Les Derniers : rencontres avec les survivants des camps de concentration
La mémoire, ce sont d’abord des femmes et des hommes qui la transmettent. Par leurs expériences, par leur force de vie, par le courage de dire. Certains n’ont pas pu regarder le Mal en face, ont préférer le taire ou l’oublier, d’autres ont estimé qu’il fallait survivre encore et dans les mots. C’est le projet de Sophie Nahum et du recueil de témoignages Les Derniers.

Survivre
Pour raconter, il faut pouvoir survire. Vivre après. Vivre, encore. Et trouver la force en soi de re-vivre l’expérience traumatisante par la parole. C’est pourquoi beaucoup ne peuvent pas parler. Sophie Nahum a su convaincre les survivants des camps de concentration de livrer ces témoignages forts, malgré la souffrance (« Quand les souvenirs me reviennent, c’est comme si on me tirait dessus. »)
Ce sont des textes courts, et touchants, qui n’imposent rien sinon la force des images qui passent dans l’esprit du lecteur quand, avec des mots simples et parfois retenus depuis des dizaines d’années, les derniers survivants des camps de concentrations nazis disent ce qu’ils ont vécu. Classés par thèmes (Le basculement, l’arrestation, l’arrivée au camp, le quotidien, les marches de la mort, la libération, survivre, parler ?, plus jamais ça ?), ils témoignent de chaque de cette « vie » dont seulement 2 % des déportés sont revenus. Mais sont-ils revenus comme étant eux-même ?
Un documentaire pour la mémoire de l’humanité
À Auschwitz, le deuxième ou troisième jour, j’ai demandé à un autre déporté : « Quand est-ce que je vais revoir mes parents ? « Il m’a répondu : « Tes parents ?. Mais ils avaient quel âge tes parents ? » J’ai dit, au présent : « Mon père a 65 ans et ma mère 57. » Alors il m’a regardé, a levé le bras et il a répondu : « Tu vois la fumée qui sort de la cheminée ? Tes parents sont là-bas, partis en fumée. »
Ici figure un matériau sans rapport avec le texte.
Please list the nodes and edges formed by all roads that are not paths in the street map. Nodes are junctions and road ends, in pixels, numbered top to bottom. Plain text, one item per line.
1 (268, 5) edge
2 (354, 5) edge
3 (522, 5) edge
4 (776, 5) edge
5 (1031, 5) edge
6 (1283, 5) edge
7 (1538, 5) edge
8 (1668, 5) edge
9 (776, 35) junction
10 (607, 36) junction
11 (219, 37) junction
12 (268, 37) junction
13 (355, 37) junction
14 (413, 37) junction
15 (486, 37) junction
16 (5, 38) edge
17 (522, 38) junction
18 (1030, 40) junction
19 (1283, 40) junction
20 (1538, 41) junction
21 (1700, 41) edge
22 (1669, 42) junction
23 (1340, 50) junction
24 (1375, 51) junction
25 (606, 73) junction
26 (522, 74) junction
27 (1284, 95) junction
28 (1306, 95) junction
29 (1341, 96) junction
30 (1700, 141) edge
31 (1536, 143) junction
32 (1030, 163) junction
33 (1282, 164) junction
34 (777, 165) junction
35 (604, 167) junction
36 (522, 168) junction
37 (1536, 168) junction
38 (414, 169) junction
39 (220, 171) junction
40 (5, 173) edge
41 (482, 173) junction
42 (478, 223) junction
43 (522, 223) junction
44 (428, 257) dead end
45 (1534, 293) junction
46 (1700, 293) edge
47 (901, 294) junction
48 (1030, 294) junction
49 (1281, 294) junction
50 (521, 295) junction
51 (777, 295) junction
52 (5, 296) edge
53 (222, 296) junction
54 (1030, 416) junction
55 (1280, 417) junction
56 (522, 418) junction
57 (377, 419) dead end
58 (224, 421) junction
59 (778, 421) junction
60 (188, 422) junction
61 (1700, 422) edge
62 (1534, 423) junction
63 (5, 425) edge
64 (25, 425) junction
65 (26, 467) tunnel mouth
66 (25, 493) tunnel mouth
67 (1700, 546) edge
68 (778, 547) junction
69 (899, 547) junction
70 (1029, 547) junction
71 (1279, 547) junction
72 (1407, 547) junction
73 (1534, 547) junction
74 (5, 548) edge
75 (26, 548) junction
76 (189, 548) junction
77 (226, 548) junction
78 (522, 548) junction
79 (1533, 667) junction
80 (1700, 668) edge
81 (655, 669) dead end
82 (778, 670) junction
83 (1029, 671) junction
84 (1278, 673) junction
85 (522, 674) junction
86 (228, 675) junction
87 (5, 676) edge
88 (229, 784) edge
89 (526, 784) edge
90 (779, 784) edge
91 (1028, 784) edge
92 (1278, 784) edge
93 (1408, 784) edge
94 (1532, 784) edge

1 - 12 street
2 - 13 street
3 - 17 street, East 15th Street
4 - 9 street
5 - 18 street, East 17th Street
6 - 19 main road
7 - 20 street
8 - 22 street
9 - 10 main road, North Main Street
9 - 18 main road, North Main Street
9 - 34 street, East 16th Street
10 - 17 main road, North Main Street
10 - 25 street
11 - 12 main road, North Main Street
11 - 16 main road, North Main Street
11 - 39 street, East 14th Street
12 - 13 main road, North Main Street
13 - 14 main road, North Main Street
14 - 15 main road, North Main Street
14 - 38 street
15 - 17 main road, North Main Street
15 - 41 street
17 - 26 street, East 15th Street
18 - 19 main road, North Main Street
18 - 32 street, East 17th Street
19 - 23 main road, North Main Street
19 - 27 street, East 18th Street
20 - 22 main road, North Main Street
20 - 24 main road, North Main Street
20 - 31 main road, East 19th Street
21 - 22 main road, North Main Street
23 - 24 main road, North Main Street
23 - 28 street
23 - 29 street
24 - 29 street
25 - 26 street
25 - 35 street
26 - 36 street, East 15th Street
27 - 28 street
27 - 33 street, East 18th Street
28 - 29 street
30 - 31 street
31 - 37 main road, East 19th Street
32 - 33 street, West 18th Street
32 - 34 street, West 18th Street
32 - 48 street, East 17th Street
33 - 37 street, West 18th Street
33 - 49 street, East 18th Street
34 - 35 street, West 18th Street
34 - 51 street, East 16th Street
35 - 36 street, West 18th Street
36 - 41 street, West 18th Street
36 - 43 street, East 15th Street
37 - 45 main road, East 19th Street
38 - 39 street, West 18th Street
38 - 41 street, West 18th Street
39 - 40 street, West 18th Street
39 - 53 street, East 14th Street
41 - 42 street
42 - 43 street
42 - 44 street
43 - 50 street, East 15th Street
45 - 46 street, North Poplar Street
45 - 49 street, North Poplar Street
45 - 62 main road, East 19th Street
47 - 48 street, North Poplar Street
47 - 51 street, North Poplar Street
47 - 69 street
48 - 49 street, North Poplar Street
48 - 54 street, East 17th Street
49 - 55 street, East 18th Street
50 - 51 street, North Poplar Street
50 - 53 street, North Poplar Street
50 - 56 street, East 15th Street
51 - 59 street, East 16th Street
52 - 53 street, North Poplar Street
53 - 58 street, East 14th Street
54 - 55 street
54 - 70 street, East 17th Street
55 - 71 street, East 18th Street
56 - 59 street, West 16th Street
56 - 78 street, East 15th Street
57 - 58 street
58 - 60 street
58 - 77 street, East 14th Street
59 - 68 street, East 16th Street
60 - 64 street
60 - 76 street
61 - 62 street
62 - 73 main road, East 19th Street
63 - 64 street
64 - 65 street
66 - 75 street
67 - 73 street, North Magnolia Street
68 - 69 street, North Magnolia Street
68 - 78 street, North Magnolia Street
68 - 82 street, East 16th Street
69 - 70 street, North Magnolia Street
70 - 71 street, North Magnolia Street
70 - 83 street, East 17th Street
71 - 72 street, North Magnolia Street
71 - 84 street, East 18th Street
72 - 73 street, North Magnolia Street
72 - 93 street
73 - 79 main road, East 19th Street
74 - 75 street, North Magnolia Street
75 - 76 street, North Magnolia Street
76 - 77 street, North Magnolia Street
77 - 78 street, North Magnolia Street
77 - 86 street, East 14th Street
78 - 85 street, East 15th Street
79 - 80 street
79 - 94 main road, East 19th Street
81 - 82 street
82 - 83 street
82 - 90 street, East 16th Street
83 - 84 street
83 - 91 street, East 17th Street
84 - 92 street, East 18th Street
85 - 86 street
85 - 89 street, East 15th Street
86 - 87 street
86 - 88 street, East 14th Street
Le livres est très largement illustré, des portraits d’époque ou contemporains, sur place ou dans le calme des vies d’après. Les sourires sont d’une force incroyable et émeuvent, presque plus que les larmes, pour ce qu’ils portent de force. La vie de chaque « dernier », dont Ginette Kolinka dont on sait l’engagement mémoriel, est racontée en fin de volume.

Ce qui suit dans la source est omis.